Saved data entries
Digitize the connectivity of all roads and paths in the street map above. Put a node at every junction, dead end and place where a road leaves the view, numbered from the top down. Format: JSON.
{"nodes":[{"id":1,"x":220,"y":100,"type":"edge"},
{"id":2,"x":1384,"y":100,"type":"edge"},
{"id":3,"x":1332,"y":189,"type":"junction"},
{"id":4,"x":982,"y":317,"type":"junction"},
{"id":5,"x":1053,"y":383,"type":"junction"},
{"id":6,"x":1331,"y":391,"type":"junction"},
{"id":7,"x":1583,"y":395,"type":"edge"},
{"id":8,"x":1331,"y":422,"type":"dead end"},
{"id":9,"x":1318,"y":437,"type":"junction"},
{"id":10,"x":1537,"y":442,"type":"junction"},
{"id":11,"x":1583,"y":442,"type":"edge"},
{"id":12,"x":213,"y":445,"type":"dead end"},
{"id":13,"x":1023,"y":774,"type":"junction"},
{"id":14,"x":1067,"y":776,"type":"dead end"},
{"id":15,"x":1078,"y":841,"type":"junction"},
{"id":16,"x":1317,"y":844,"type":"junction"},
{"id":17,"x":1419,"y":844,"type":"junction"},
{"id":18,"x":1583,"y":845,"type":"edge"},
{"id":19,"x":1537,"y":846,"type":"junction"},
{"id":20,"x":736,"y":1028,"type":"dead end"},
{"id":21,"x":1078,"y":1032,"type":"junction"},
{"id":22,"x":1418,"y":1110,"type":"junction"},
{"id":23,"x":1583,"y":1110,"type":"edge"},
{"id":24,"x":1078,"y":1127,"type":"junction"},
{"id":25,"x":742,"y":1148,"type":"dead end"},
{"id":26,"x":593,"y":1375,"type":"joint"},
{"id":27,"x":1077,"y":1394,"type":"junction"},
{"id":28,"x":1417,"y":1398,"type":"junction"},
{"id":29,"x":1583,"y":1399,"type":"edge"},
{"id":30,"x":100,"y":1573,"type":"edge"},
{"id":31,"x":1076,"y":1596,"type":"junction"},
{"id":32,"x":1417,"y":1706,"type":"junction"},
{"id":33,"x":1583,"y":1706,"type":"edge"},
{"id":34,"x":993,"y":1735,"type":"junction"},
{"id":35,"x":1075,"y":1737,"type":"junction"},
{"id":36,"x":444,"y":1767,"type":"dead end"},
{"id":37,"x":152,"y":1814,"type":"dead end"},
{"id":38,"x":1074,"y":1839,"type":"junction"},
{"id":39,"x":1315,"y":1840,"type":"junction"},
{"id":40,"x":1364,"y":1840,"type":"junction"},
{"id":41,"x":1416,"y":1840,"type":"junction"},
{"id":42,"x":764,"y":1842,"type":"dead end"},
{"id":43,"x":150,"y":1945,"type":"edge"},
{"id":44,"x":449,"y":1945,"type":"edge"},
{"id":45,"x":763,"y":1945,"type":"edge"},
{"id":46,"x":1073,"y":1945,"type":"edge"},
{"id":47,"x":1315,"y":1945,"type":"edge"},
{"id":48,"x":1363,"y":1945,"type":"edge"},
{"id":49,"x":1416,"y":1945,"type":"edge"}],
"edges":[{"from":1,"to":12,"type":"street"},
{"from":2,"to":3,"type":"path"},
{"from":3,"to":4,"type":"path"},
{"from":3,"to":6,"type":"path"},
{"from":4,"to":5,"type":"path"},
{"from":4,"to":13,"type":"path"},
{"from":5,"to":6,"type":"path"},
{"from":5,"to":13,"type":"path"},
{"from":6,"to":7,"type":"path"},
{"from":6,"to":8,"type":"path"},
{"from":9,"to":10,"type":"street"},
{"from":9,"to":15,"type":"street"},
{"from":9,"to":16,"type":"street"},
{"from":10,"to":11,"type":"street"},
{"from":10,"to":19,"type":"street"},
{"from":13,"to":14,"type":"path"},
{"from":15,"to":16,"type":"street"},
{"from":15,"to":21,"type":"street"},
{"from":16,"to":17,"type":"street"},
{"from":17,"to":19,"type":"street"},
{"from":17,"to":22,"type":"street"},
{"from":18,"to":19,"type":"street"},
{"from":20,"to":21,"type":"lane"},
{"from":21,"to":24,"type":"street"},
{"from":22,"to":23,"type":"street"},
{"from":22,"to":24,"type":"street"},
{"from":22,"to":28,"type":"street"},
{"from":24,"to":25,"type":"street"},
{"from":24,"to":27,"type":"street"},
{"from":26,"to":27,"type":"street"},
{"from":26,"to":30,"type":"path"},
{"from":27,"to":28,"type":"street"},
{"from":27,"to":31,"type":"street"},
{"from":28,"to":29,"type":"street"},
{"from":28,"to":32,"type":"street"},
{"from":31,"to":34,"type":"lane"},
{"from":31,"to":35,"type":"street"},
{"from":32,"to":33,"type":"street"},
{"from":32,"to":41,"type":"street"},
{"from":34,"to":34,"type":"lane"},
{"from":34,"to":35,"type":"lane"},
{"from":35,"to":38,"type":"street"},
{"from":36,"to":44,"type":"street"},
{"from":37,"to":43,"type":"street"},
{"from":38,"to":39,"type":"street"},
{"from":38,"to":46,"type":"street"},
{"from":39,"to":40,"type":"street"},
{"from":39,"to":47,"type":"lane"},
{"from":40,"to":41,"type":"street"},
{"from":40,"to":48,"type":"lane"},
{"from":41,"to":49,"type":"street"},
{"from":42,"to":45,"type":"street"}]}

(Problem details):
Count the lines above that contain the word "lane". Give only the number.

(Solution to this exercise):
6